Cherreads

Chapter 10 - The Berlin Overlap

On the twentieth day, the crisis entered a new phase.

The spatial overlap phenomenon in Berlin had expanded from isolated buildings to entire city blocks. People walking down the street would suddenly catch sight of buildings as they had stood before being destroyed in 1945, see phantom-like figures in period attire, even hear the bells of pre-war trams ringing in the air.

Even more bizarrely, some people were beginning to "sync up" with these overlapping scenes. An elderly man living in modern-day Berlin discovered that his mirror human counterpart was a child who had died in the 1945 bombing. When the two met, the child's ghostly form began to take on physical substance, while the elderly man started to fade into transparency.

This wasn't an isolated case. Similar instances of "physical exchange" were being reported all over the world.

The United Nations issued the highest level of alert, advising all mirror humans to avoid contact with their counterparts. But it was already too late. Spontaneously organized "meetups" for mirror humans were spreading like wildfire on social media, with thousands of people eager to meet "the other version of themselves".

Ethan and Mason were dispatched to Berlin on an urgent mission. They were the only pair of mirror humans who had undergone deep contact without experiencing physical exchange, and scientists hoped to find a way to suppress the fusion process by studying them.

The overlapping zone in Berlin had already been placed under military lockdown. Looking out the car window, Ethan witnessed an unbelievable sight: Buildings from 1945 stood side by side with their modern-day replacements, the two architectural styles warping and blending together at the boundaries. The pedestrians on the street were even more surreal—some were half-dressed in modern clothing and half in outfits from the 1940s, like two photographs crudely spliced together.

The investigation team met with the scientists studying an "exchange case" in a temporary lab. The elderly man was named Hans, eighty years old. His mirror human counterpart—or rather, the Hans from the other world—was named Heinrich, a ten-year-old boy who theoretically should have died in the 1945 bombing.

"I can feel him," Hans said in German, the translator converting his words in real time. "His memories are inside my head. The terror I felt on that day in March 1945, when the bombs fell... I remember it all clearly."

The ten-year-old Heinrich sat quietly in a chair, staring at his own hands. His fingers flickered between transparency and solidity.

"We've run every test imaginable," the German scientist said. "Their DNA is starting to converge. Not just becoming similar—rather, expressing two different versions simultaneously. Like different alleles of the same gene being activated at once."

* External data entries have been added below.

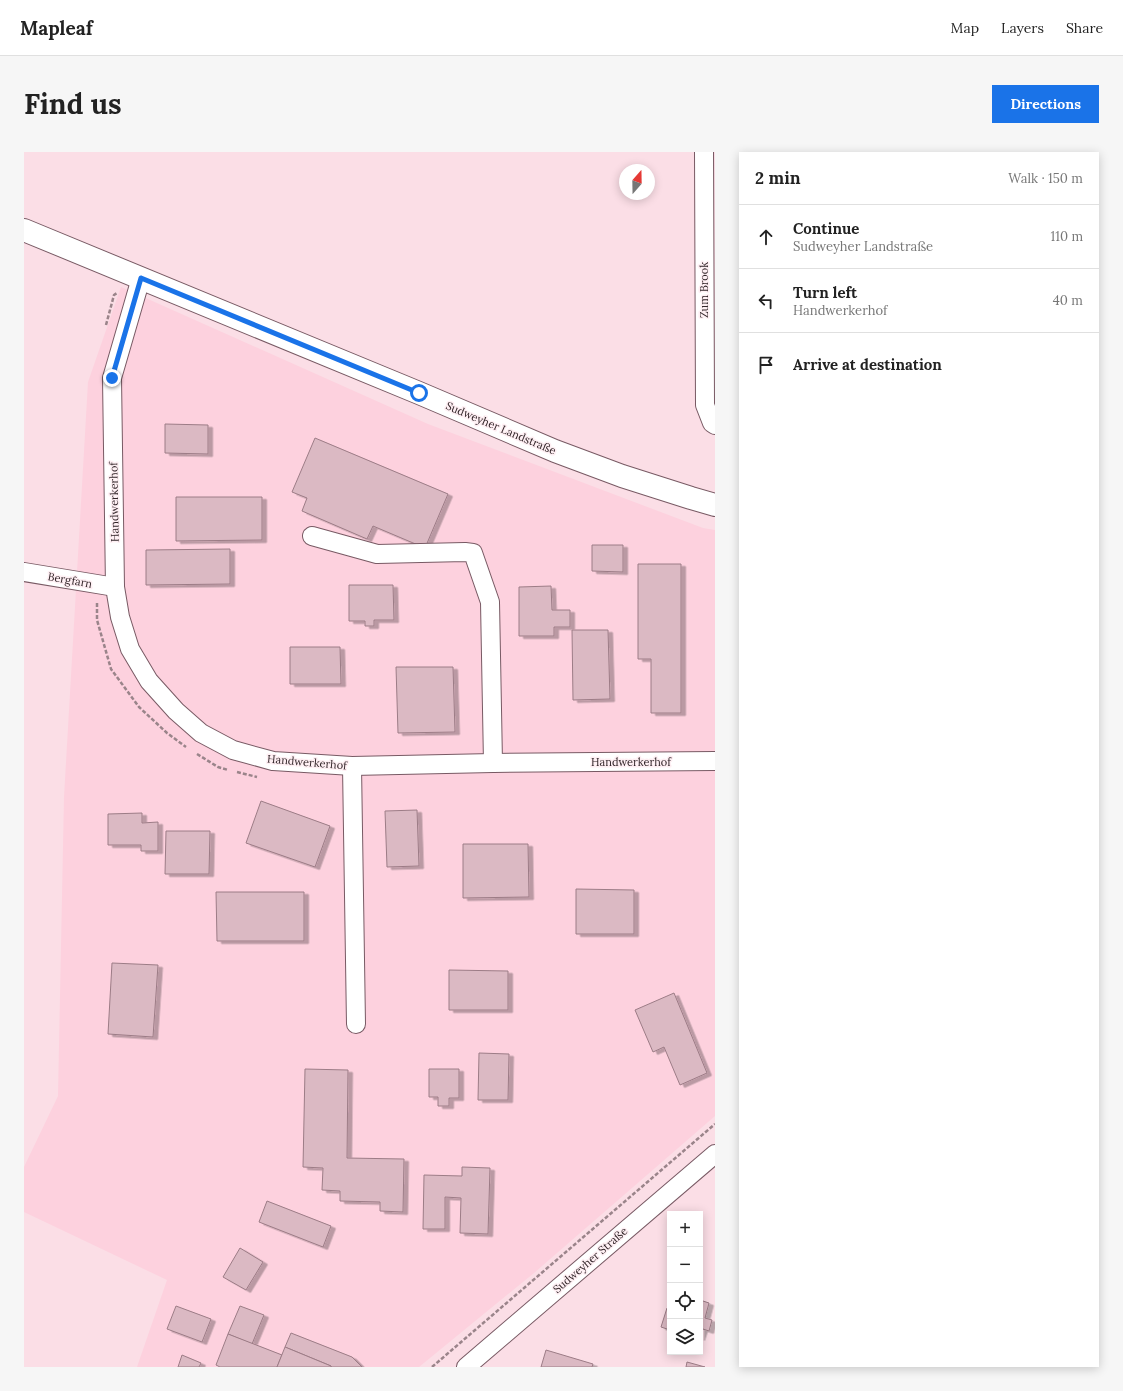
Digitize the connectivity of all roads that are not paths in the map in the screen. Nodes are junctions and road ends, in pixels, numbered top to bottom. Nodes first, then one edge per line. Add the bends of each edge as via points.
1 (704, 152) edge
2 (24, 230) edge
3 (141, 278) junction
4 (715, 425) edge
5 (715, 505) edge
6 (312, 536) dead end
7 (24, 572) edge
8 (115, 587) junction
9 (715, 761) edge
10 (493, 763) junction
11 (352, 766) junction
12 (356, 1024) dead end
13 (715, 1154) edge
14 (466, 1367) edge

1 - 4 street, Zum Brook via 705,405
2 - 3 main road, Sudweyher Landstraße
3 - 5 main road, Sudweyher Landstraße via 554,451 622,476
3 - 8 street, Handwerkerhof via 112,378
6 - 10 street via 377,554 473,553 490,602
7 - 8 street, Bergfarn
8 - 11 street, Handwerkerhof via 120,617 130,650 149,681 176,712 201,733 233,750 273,761
9 - 10 street, Handwerkerhof
10 - 11 street, Handwerkerhof
11 - 12 street
13 - 14 street, Sudweyher Straße

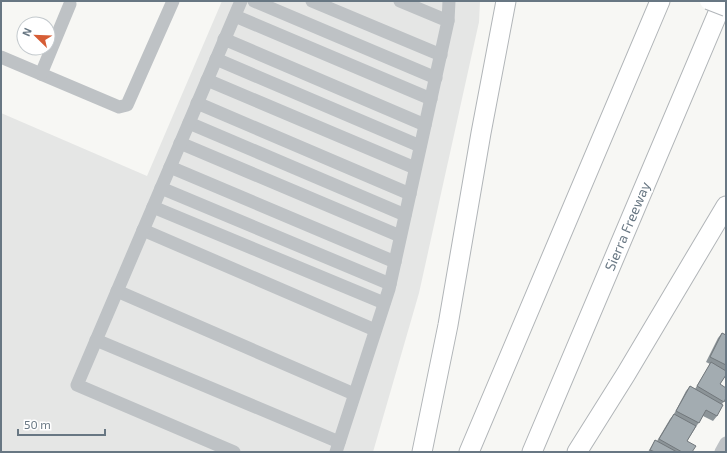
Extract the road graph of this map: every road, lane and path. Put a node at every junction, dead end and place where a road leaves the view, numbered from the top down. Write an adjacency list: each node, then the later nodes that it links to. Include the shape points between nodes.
1 (172, 1): 19 (street, via 127,105 119,107)
2 (241, 1): 13 (street)
3 (254, 1): 20 (street)
4 (312, 1): 16 (street)
5 (400, 1): 14 (street)
6 (449, 1): 14 (street)
7 (506, 1): 47 (highway, via 448,325)
8 (660, 1): 48 (highway)
9 (708, 1): 12 (main road, bridge)
10 (723, 1): 49 (highway, Sierra Freeway)
11 (70, 4): 19 (street)
12 (726, 8)
13 (235, 16): 15 (street); 22 (street)
14 (448, 22): 16 (street)
15 (224, 40): 18 (street); 25 (street)
16 (441, 55): 20 (street)
17 (1, 57): 19 (street)
18 (216, 59): 21 (street); 27 (street)
19 (41, 74)
20 (436, 78): 22 (street)
21 (207, 80): 23 (street); 29 (street)
22 (431, 98): 25 (street)
23 (197, 103): 24 (street); 31 (street)
24 (189, 122): 26 (street); 34 (street)
25 (425, 125): 27 (street)
26 (180, 143): 28 (street); 36 (street)
27 (420, 146): 29 (street)
28 (170, 167): 30 (street); 37 (street)
29 (415, 168): 31 (street)
30 (161, 188): 33 (street); 38 (street)
31 (410, 194): 34 (street)
32 (726, 206): 50 (highway)
33 (153, 207): 35 (street); 40 (street)
34 (405, 215): 36 (street)
35 (143, 230): 39 (street); 41 (street)
36 (400, 236): 37 (street)
37 (395, 262): 38 (street)
38 (390, 284): 40 (street)
39 (117, 291): 42 (street); 43 (street)
40 (384, 303): 41 (street)
41 (375, 330): 43 (street)
42 (96, 340): 45 (street); 46 (street, via 77,384)
43 (354, 394): 45 (street)
44 (726, 444): 51 (street)
45 (337, 447)
46 (234, 452)
47 (422, 452)
48 (469, 452)
49 (532, 452)
50 (577, 452)
51 (721, 452)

Dr. Zhou asked, "What about their physical state?"

"The law of conservation of mass has been violated. The combined weight of the two of them remains constant, but how that mass is distributed between them keeps changing. At one point, Hans weighed only thirty kilograms while Heinrich weighed fifty. Now, they've stabilized at forty kilograms each."

"What does this mean?" Ethan asked.

The German scientist gave a bitter smile. "It means that our physical laws are breaking down in certain places. Within the overlapping zones, the rules of two different worlds are competing against each other. Whichever side gains the upper hand determines which version of reality prevails."